From being a friend he becomes a father or mother. Slowly, very slowly, the relationship deepens. You settle down and think, ‘He is not just a friend. He is not just a person who gives me suggestions and ideas. He takes me out of my problems also.’
Then slowly, again and again when you are helped every moment beyond your expectation, the feeling within you toward him becomes pure emotion. He fills you, he fills your heart. You have a problem forgetting him. That is the moment you feel like bowing down to him like a servant, not with shame but with revered humility that you have found someone to surrender all your problems to. This was how Hanuman felt towards his master Rama in the Indian epic Ramayana. He was completely devoted to Rama. A deep connection of high emotion happens with this kind of relationship. This attitude is much more emotional than the earlier one. It is a mix of 60% emotion and 40% intelligence.

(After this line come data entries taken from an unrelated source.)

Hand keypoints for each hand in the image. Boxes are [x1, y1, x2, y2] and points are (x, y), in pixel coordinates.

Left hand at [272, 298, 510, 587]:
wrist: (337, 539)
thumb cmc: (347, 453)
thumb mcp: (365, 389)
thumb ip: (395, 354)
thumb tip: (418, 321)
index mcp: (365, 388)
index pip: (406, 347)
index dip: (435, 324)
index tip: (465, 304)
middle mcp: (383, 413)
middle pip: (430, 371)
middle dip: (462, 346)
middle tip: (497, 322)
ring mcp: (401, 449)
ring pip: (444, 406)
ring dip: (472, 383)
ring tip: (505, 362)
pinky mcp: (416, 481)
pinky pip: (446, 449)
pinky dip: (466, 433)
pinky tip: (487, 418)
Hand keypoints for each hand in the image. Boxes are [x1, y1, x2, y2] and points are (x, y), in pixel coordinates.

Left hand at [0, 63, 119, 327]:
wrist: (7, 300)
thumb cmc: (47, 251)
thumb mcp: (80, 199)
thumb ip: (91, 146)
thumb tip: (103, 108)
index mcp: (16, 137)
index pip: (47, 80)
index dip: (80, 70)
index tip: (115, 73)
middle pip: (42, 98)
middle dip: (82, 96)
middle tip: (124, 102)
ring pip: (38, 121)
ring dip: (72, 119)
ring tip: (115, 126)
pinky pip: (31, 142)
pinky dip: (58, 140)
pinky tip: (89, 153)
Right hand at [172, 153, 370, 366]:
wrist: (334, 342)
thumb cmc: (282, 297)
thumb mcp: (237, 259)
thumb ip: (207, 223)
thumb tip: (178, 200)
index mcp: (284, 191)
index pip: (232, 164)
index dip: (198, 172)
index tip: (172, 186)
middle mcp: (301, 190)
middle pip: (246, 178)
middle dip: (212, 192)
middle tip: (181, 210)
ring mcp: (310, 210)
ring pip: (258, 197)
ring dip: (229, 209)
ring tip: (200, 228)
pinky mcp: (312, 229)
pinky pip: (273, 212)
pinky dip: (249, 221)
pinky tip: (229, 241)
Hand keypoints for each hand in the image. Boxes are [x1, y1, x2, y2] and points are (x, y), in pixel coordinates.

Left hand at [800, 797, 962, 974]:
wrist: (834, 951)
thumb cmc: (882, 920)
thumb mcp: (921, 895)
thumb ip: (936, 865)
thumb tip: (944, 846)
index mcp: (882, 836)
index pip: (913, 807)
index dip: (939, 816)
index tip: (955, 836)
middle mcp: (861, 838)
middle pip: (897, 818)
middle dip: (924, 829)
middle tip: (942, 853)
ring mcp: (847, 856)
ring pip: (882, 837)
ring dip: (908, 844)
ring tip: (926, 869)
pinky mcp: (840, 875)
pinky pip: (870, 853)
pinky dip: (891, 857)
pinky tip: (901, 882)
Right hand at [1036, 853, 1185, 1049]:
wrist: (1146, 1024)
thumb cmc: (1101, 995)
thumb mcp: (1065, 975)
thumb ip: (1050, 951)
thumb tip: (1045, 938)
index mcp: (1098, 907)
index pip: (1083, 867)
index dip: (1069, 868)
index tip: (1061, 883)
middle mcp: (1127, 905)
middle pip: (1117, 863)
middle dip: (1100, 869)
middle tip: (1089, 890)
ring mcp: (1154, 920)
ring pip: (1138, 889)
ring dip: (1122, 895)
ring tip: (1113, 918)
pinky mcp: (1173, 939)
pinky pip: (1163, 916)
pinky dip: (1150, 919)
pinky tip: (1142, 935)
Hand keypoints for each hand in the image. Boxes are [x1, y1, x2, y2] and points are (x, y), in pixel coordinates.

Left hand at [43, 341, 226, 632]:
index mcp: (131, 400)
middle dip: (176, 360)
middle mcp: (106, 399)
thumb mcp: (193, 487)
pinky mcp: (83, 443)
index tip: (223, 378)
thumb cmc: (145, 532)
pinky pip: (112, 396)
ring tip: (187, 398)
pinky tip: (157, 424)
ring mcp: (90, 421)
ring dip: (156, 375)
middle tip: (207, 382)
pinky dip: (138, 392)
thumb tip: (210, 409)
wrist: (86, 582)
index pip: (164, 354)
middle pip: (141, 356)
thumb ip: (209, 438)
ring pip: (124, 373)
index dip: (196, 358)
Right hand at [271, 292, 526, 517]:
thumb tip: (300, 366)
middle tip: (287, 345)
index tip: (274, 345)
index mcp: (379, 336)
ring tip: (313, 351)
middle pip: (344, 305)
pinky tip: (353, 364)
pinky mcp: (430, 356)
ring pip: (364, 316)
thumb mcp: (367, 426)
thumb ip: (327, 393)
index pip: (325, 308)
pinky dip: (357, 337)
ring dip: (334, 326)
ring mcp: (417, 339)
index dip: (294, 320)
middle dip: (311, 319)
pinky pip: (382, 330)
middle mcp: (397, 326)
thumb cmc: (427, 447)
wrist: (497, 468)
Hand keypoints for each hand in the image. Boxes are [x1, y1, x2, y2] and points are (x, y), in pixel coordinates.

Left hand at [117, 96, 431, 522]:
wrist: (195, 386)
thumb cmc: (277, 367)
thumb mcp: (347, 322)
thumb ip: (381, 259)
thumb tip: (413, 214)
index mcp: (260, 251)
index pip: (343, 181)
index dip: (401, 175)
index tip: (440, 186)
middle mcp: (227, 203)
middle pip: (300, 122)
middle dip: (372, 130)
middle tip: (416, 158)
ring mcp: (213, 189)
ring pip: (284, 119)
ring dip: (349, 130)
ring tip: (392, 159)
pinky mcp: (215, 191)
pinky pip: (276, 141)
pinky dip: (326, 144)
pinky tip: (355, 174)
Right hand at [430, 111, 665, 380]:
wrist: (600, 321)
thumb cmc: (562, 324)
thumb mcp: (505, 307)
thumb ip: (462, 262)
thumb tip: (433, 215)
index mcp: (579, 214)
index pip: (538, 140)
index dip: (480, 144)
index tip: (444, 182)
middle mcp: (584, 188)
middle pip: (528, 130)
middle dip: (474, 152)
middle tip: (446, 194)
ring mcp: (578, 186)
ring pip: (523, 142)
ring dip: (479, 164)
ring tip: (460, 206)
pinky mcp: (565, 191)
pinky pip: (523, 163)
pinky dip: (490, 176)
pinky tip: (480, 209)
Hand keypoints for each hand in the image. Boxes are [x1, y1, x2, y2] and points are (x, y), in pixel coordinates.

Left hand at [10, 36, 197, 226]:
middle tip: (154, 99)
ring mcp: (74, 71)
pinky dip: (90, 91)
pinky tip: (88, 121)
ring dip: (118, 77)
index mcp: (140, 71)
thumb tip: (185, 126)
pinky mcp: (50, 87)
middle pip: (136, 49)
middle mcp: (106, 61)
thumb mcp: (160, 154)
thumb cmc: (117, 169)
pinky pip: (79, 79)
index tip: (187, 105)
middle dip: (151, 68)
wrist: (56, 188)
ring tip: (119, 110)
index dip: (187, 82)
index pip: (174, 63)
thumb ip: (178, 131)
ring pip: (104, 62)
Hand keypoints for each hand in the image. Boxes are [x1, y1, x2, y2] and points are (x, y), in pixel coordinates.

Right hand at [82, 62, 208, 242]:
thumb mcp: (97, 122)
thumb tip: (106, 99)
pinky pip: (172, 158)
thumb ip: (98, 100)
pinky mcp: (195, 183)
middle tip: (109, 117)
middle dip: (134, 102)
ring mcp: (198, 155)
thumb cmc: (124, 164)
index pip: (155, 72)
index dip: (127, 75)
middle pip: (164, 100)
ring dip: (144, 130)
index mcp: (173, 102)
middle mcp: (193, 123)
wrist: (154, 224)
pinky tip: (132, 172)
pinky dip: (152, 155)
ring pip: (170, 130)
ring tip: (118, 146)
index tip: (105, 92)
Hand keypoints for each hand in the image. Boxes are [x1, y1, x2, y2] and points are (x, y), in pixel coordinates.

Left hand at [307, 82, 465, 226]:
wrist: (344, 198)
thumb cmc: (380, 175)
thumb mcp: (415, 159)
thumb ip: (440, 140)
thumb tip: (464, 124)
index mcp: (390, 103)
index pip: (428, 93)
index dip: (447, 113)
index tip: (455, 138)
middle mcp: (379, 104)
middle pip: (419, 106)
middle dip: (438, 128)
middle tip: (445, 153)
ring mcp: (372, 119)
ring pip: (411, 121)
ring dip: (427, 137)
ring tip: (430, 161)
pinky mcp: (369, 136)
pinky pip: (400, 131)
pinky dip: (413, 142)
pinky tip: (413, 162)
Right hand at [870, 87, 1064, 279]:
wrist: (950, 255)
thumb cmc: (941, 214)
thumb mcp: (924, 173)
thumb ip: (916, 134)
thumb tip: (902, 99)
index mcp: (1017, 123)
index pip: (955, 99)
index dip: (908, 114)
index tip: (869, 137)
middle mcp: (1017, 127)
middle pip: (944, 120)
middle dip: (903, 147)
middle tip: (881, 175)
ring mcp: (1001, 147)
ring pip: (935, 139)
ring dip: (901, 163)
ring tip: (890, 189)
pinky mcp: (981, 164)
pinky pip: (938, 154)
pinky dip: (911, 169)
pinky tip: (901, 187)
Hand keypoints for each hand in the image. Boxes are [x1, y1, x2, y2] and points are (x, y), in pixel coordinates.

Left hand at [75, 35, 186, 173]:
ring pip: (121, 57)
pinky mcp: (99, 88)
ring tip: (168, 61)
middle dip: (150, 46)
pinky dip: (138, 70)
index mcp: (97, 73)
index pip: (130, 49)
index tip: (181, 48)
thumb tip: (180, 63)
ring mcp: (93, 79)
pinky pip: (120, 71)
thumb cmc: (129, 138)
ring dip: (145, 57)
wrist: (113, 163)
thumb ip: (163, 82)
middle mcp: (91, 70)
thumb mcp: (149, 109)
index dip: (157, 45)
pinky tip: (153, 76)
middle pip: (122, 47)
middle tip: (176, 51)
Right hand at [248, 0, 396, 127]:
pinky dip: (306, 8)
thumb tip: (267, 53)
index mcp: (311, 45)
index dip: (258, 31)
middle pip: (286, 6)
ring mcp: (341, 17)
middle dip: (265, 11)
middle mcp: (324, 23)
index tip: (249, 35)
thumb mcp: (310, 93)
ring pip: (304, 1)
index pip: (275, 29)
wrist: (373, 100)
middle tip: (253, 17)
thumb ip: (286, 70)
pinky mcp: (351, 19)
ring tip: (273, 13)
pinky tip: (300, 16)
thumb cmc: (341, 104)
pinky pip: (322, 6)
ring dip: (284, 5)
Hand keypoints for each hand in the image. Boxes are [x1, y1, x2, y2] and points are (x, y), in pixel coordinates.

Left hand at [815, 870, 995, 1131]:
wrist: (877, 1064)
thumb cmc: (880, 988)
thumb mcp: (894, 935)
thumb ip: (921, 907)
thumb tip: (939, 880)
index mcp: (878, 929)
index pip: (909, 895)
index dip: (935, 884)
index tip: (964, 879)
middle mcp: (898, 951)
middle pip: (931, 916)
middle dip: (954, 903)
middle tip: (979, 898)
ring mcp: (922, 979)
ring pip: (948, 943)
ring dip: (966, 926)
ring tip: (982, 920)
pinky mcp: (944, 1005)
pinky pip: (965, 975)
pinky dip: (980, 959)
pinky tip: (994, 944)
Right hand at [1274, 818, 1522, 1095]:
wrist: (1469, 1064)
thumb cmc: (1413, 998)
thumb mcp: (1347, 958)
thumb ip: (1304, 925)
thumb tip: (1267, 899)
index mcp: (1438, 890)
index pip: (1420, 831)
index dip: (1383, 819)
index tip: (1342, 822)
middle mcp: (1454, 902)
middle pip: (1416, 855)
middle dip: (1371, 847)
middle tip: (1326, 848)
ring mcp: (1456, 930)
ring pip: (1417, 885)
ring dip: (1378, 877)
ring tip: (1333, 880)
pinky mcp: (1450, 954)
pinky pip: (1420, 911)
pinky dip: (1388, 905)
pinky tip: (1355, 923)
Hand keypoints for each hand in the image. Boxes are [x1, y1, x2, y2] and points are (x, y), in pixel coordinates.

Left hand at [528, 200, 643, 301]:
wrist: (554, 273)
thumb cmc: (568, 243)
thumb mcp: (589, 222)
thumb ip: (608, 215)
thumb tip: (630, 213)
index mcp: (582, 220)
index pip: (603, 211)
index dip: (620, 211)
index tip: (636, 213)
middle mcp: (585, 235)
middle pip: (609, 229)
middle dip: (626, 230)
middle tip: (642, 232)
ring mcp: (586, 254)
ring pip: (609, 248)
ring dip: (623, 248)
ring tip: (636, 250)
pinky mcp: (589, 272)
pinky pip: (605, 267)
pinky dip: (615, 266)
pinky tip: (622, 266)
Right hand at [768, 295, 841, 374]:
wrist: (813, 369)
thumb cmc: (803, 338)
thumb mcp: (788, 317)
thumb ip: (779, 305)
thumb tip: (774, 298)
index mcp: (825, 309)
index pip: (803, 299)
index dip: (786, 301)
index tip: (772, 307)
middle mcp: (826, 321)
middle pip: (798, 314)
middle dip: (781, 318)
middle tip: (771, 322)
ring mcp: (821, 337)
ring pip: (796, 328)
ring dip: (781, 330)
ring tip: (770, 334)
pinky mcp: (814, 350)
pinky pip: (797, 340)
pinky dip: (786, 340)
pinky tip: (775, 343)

Then, by and by, you move in deeper emotionally and you become protective of the master. Instead of asking attention from him and taking help from him, you want to support him, love him and attend to him. Your attitude becomes that of a nurturing mother. This is a state of pure emotion. It is the primal need of a mother to ensure the wellbeing of her child.
In these four states of intelligence, intelligence-emotion, emotion-intelligence and pure emotion, your life is separate and independent from the master’s life. You just take help from him to help your life, to enrich your life, that’s all.

When the emotional attitude ripens, you start feeling that your life is no longer separate from his. You then move from the emotional level to the being level. You feel like sacrificing yourself to take care of him and dedicating your life to him. There is a merger at the being level, even stronger than the emotional connection of a mother and child. It is a connection of deep love, without any gender consciousness. This is what is called madhura bhava, an intense mix of emotional and being level attitude.

When the madhura bhava becomes intense, suddenly you experience that there is no ‘he’ and ‘you’. There are no two different beings. You and he are one and the same. You start experiencing the maha bhava, experiencing you as the master. You experience the ultimate, tat tvam asi – That art Thou.

First intellect, then intelligence, then 60% intelligence and 40% emotion, then 60% emotion and 40% intelligence, then 100% emotion, then 60% emotion and 40% being, then pure 100% being. This is how step by step you start experiencing and growing in the master-disciple relationship. But at any time, any one attitude may be more prominent than the others.

Everyone grows collectively in energy, yet each one’s relationship with the master is unique. That is the beauty of it!

Be it dasa bhava, the master-servant relationship as existed between Rama and Hanuman, or vatsalya bhava, mother’s love, as between Yashoda and Krishna, or sakha bhava, friendship, as between Krishna and Arjuna, or matru bhava, child’s love for mother as between Ramakrishna and Mother Kali, or madhura bhava, love of the beloved, as was between Radha and Krishna – each bhava, the attitude, is unique to that relationship, between that disciple and the master. Each disciple progresses with the master in search of his reality in the path that is best for him to progress.